EXERCISE OBJECTIVE – In the records, find every line with the word "ring" and copy it out.

===== INFORMATION GIVEN

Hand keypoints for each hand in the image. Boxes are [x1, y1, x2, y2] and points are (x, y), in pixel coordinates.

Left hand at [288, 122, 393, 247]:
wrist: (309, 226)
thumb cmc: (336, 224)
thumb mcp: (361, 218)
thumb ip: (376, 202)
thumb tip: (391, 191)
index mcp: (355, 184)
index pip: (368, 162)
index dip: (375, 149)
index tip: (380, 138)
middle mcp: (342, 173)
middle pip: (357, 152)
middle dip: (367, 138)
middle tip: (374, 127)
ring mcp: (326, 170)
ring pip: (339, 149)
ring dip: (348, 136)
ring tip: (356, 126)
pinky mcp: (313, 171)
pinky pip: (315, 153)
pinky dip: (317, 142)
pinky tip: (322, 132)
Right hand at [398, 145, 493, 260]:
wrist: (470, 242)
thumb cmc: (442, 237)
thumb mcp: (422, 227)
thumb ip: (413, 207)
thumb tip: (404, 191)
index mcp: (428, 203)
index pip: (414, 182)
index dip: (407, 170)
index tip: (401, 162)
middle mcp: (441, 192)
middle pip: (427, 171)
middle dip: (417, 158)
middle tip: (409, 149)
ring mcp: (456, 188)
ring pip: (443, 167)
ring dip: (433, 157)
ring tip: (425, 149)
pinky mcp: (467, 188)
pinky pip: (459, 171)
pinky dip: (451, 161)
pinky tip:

==========

RESPONSE TO THIS TASK –
ring mcp: (326, 170)
ring pip: (339, 149)
ring dip: (348, 136)
ring tip: (356, 126)
ring mcp: (456, 188)
ring pip: (443, 167)
ring dip: (433, 157)
ring tip: (425, 149)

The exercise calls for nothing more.